Accident investigators also ordered the space agency to develop ways to 
inspect the heat shield in space and repair any damage if necessary.

Last month, an independent review panel headed by former astronauts Tom 
Stafford and Dick Covey determined NASA had not fully satisfied accident 
investigators' recommendations to prevent debris coming off the tank.

On Wednesday, Parsons expressed disappointment about the large piece of 
foam whizzing past the orbiter's right wing about two minutes after 
liftoff Tuesday. The debris came from the "protuberance airload ramp," a 
thick strip of foam near an electric cable tray and 70-foot pipeline 
running down the side of the tank. The carefully-shaped foam ramp is 
critical to the shuttle's aerodynamics.

The hand-crafted foam is similar in size to the suitcase-sized wedge 
that blasted a six- to 10-inch hole in Columbia's left wing, a breach 
that went undetected during the 16-day mission and ultimately caused the 
ship to be torn apart during atmospheric re-entry on Feb. 1, 2003.

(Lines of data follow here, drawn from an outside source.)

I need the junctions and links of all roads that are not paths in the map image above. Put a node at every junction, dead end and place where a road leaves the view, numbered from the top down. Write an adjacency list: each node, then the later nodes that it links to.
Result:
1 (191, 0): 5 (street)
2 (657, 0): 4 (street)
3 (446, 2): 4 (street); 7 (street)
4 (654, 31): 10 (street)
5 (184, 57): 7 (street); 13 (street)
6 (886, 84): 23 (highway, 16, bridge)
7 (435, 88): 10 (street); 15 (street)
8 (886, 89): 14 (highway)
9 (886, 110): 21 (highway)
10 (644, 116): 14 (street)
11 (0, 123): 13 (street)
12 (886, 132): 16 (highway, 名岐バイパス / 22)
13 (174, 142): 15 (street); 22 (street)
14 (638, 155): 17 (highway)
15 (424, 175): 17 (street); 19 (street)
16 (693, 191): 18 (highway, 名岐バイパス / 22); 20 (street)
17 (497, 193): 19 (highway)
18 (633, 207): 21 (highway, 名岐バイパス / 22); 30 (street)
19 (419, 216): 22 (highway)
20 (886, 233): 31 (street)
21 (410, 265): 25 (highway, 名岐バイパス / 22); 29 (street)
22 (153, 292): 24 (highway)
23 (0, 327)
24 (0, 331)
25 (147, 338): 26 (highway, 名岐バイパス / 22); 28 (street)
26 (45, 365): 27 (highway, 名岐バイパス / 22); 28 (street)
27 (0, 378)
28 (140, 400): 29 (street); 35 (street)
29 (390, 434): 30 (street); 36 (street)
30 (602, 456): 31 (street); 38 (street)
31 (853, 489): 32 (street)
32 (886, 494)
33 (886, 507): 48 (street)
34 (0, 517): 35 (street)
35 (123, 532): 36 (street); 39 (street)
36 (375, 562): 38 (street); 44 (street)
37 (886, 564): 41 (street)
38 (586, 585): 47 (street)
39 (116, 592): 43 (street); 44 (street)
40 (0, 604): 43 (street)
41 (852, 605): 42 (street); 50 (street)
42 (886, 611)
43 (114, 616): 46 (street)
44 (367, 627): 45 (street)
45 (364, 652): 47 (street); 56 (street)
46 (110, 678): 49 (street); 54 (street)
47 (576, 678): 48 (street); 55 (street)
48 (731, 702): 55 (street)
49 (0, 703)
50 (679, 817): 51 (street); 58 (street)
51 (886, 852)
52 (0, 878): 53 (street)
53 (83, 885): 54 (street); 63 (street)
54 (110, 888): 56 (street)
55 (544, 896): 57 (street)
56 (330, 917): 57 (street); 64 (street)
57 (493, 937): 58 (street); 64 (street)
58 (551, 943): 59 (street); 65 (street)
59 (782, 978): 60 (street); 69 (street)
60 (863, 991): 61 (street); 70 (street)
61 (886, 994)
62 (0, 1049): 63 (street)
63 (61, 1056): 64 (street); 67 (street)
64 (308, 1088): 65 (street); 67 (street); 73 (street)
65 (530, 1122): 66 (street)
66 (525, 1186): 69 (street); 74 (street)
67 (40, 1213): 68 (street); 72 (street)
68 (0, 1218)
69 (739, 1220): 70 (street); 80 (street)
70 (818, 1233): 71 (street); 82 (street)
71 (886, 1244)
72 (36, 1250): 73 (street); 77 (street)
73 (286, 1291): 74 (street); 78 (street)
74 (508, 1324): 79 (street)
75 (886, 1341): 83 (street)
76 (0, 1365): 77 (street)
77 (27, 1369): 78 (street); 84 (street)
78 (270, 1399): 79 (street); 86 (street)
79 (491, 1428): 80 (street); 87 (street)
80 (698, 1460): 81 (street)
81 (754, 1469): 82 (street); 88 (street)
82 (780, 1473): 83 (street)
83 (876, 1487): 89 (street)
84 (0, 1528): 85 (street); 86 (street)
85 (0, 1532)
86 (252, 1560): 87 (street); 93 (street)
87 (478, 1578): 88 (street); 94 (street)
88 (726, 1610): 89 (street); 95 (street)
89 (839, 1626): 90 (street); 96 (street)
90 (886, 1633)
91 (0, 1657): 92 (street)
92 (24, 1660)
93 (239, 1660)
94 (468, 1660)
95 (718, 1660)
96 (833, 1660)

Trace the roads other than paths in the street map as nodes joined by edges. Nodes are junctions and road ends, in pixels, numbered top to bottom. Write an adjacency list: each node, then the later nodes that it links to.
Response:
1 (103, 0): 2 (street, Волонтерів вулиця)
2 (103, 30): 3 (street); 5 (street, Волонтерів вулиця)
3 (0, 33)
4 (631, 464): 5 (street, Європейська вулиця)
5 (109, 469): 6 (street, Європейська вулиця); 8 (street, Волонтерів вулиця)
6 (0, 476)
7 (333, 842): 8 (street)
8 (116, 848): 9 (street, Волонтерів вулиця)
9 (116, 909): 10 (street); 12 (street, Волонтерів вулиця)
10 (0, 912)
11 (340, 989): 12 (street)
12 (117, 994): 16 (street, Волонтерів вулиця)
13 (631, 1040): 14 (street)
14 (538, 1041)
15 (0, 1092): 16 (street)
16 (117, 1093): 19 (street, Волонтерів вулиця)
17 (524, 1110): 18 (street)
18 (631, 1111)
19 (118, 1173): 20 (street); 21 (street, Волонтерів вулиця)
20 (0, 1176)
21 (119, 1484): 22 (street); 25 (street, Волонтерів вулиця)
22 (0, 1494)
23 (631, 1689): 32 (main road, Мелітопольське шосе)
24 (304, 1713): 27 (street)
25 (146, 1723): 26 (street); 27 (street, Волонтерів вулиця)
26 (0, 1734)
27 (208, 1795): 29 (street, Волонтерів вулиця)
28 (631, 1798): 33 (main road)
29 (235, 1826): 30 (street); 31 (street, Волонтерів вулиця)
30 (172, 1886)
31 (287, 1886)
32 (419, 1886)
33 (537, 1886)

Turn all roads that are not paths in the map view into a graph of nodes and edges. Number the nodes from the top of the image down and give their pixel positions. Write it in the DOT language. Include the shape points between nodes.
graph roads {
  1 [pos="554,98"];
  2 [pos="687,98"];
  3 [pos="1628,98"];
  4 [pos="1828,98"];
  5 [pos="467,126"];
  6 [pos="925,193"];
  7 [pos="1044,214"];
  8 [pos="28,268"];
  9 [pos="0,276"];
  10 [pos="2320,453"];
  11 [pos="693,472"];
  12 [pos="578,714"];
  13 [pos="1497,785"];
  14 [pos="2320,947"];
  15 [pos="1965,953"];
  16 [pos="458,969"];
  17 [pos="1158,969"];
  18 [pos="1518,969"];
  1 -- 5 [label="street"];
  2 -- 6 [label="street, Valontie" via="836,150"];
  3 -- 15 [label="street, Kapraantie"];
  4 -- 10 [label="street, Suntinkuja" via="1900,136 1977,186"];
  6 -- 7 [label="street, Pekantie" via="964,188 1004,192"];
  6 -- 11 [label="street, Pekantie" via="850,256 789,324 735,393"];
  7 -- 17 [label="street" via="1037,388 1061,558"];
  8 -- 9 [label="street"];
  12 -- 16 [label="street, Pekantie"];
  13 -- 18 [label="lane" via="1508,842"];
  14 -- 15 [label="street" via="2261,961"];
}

The piece of foam ramp from Discovery's tank also is many times larger 
than the size shuttle engineers deemed big enough to do catastrophic 
damage. A digital camera in the belly of the shuttle snapped 
crystal-clear pictures of the a gaping hole left by missing foam on 
Discovery's tank after it fell away from the orbiter. According to The 
Associated Press, engineers believe the irregularly sized piece of foam 
was 24 to 33 inches long, 10 to 14 inches wide, and between 2 and 8 
inches thick.

"We think that if this had come off earlier, it would have been pretty 
bad," Hale said.

The setback could push the next shuttle flight into 2006, further 
delaying resumption of space station construction. Parsons spoke in 
terms of months rather than weeks when he discussed how long it might 
take to resolve the latest foam debris problem spot.

"Until we're ready, I don't know when that might be," Parsons said. 
"Obviously, we have to go fix this."

Meanwhile, more than 200 engineers will continue studying video, 
photographs and radar data to make certain Discovery's fragile thermal 
protection system will hold up during a fiery atmospheric re-entry on 
Aug. 7.

The review thus far identified several areas of concern, which were 
forwarded to the crew of the International Space Station because they 
will get a chance to take high-resolution digital pictures of the 
orbiter this morning as it approaches the orbiting outpost.

The most notable damage sites were a chipped tile on the nose landing 
gear door and an apparent ding in a tile forward of the area where the 
orbiter's fuselage blends into its wing. The damaged tiles do not appear 
to be more serious than the kinds of flaws that shuttles survived on 
past missions, but NASA is treating every possible flaw with respect.

"The last flight ended in catastrophe, and we lost seven friends of ours 
because of (heat shield) damage," lead flight director Paul Hill said.

Consequently, any potential damage is "going to get our attention, and 
we're going to be concerned about it," he said.

The shuttle astronauts could be asked later this week to do additional 
focused inspections of some specific "areas of concern," NASA said.

Discovery's astronauts also have been trained to carry out small tile 
repair jobs, but it's unlikely they would be called on to do so. 
Techniques developed to date are considered rudimentary and have not yet 
been tested in orbit.

In a worst case, the shuttle astronauts would seek safe haven on the 
space station and Atlantis would be launched on a rescue mission. 
However, shuttle managers acknowledged Wednesday evening they would be 
faced with a tough decision about whether to launch Atlantis, knowing 
there is a major, unfixed debris hazard capable of dealing a 
catastrophic blow to the orbiter. That would put another crew at risk.